Taking 'photographs' of individual molecules in action is probably not on the list of your next summer vacation. However, an international team of scientists from Australia, England and the U.S. has found a way to get full 3-D images of the interior of nanocrystals. Their technique, known as coherent X-ray diffraction imaging, "will help in the development of X-ray free-electron lasers, which will allow single-molecule imaging." But read more...
Here are some details from the Imperial College London (ICL) news release.
Professor Ian Robinson, of the UCL Department of Physics & Astronomy and the London Centre for Nanotechnology, who led the study, says: "This new imaging method shows that the interior structure of atomic displacements within single nanocrystals can be obtained by direct inversion of the diffraction pattern. We hope one day this will be applied to determine the structure of single protein molecules placed in the femtosecond beam of a free-electron laser.
"Coherent X-ray diffraction imaging emerged from the realisation that over-sampled diffraction patterns can be inverted to obtain real space images. It is an attractive alternative to electron microscopy because of the better penetration of the electromagnetic waves in materials of interest, which are often less damaging to the sample than electrons."
Now, let's look at some images.
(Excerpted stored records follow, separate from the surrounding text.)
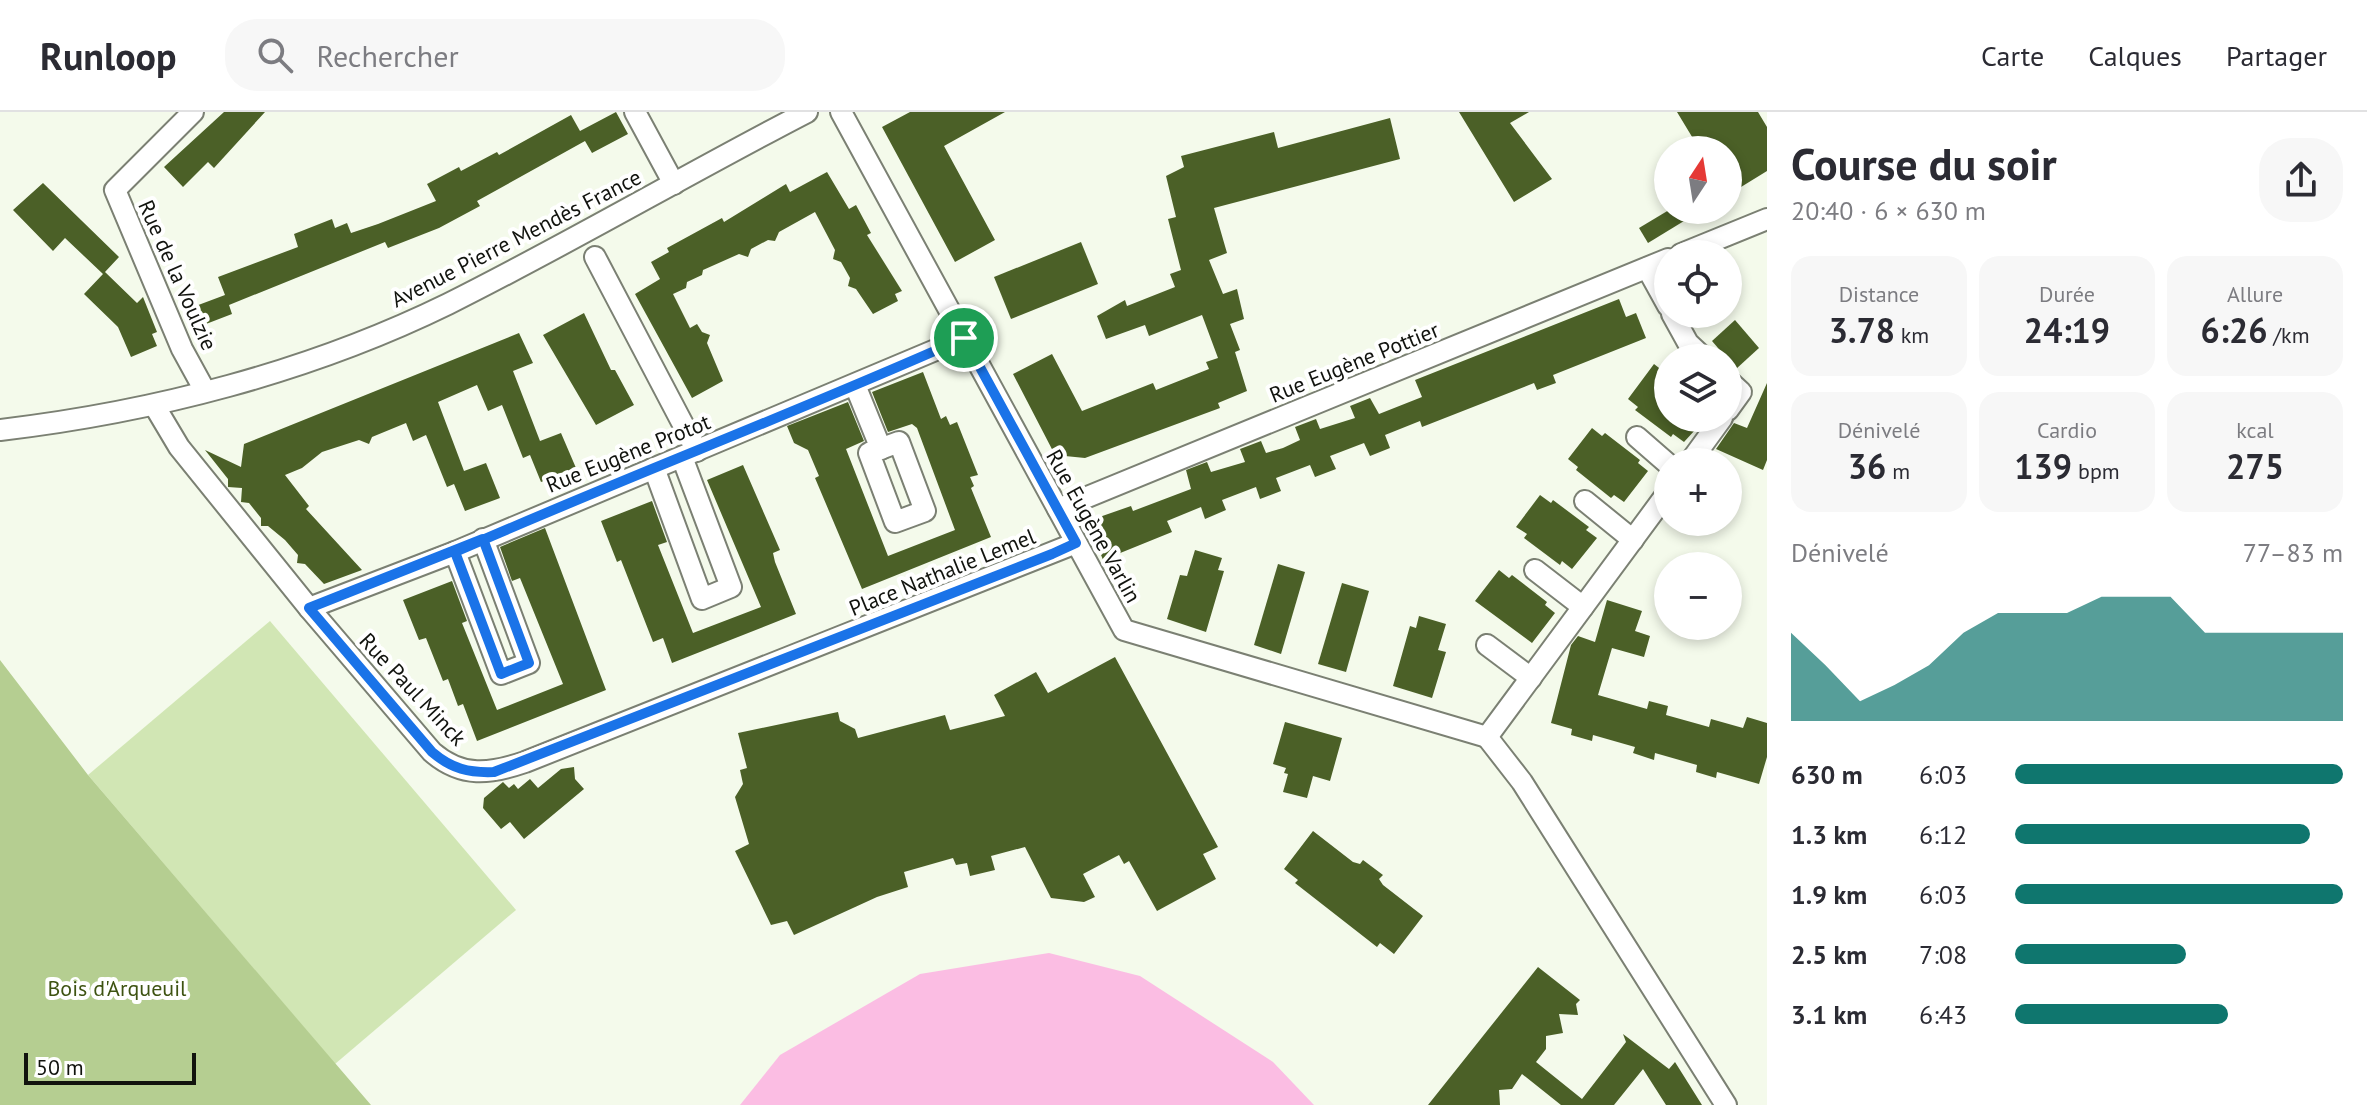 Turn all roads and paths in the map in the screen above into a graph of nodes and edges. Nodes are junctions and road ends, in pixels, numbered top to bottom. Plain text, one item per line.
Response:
1 (193, 112) edge
2 (635, 112) edge
3 (807, 112) edge
4 (841, 112) edge
5 (674, 184) junction
6 (1767, 219) edge
7 (1715, 240) edge
8 (595, 257) dead end
9 (1654, 265) edge
10 (1647, 268) junction
11 (1654, 281) edge
12 (964, 338) junction
13 (855, 385) junction
14 (205, 391) junction
15 (154, 405) junction
16 (0, 430) edge
17 (1637, 437) dead end
18 (881, 449) dead end
19 (1654, 452) edge
20 (690, 454) junction
21 (654, 468) junction
22 (1585, 501) dead end
23 (1058, 509) junction
24 (1654, 511) edge
25 (483, 539) junction
26 (1633, 540) junction
27 (1076, 543) junction
28 (455, 552) junction
29 (1535, 570) dead end
30 (1583, 607) junction
31 (309, 608) junction
32 (826, 644) joint
33 (1487, 645) dead end
34 (1531, 678) junction
35 (1487, 737) junction
36 (1726, 1105) edge

1 - 14 street, Rue de la Voulzie
2 - 5 street
3 - 5 street, Avenue Pierre Mendès France
4 - 12 street, Rue Eugène Varlin
5 - 14 street, Avenue Pierre Mendès France
6 - 7 street
8 - 20 street
9 - 10 street, Rue Eugène Pottier
10 - 11 street
10 - 23 street, Rue Eugène Pottier
12 - 13 street, Rue Eugène Protot
12 - 23 street, Rue Eugène Varlin
13 - 18 street
13 - 20 street, Rue Eugène Protot
14 - 15 street, Avenue Pierre Mendès France
15 - 16 street, Avenue Pierre Mendès France
15 - 31 street, Rue Paul Minck
17 - 19 street
20 - 21 street, Rue Eugène Protot
20 - 21 street
21 - 25 street, Rue Eugène Protot
22 - 26 street
23 - 27 street, Rue Eugène Varlin
24 - 26 street
25 - 28 street, Rue Eugène Protot
25 - 28 street
26 - 30 street
27 - 32 street, Place Nathalie Lemel
27 - 35 street, Rue Eugène Varlin
28 - 31 street, Rue Eugène Protot
29 - 30 street
30 - 34 street
31 - 32 street, Rue Paul Minck
33 - 34 street
34 - 35 street
35 - 36 street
Below, you can see two perpendicular views of the three-dimensional reconstruction of the magnitude of the nanocrystal's complex density function (Credit: ICL, Nature).
The density function is shown as 50% density isosurfaces in a and c. The fitted facet planes of the equilibrium crystal shape have been coloured. b, Schematic model of a sphere (semi-transparent) and facet planes (disks) fitting the view of a. The diameter of the nanocrystal is 750 nm.
This second picture shows the "phase maps cutting through the crystal at three parallel planes" (Credit: ICL, Nature).
Schematic diagram of the sections, 138 nm apart. The translucent box is the support region used in the phasing calculations, which was rectangular before the coordinate transformation. The phase bulge is interpreted as a projection of strain fields in the crystal lattice arising from contact forces at the interface with the substrate.
This research work has been published by Nature under the title "Three-dimensional mapping of a deformation field inside a nanocrystal" (Volume 442 Number 7098, Pages 63-66, July 6, 2006). Here is a link to the editor's summary, Crystal mapping.
Synchrotron X-ray radiation, produced by electron accelerators at central facilities, can now be produced in extremely narrow coherent beams. When these X-rays illuminate a crystal of nanometre dimensions a diffraction pattern emerges that is highly resolved. This provides a powerful new tool for structural analysis, as the fine features of the diffraction pattern can be interpreted in terms of sub-atomic distortions within the crystal attributable to its contact with an external support.
And here are two more links to the abstract of this paper and to some figures and tables from which the above illustrations have been extracted.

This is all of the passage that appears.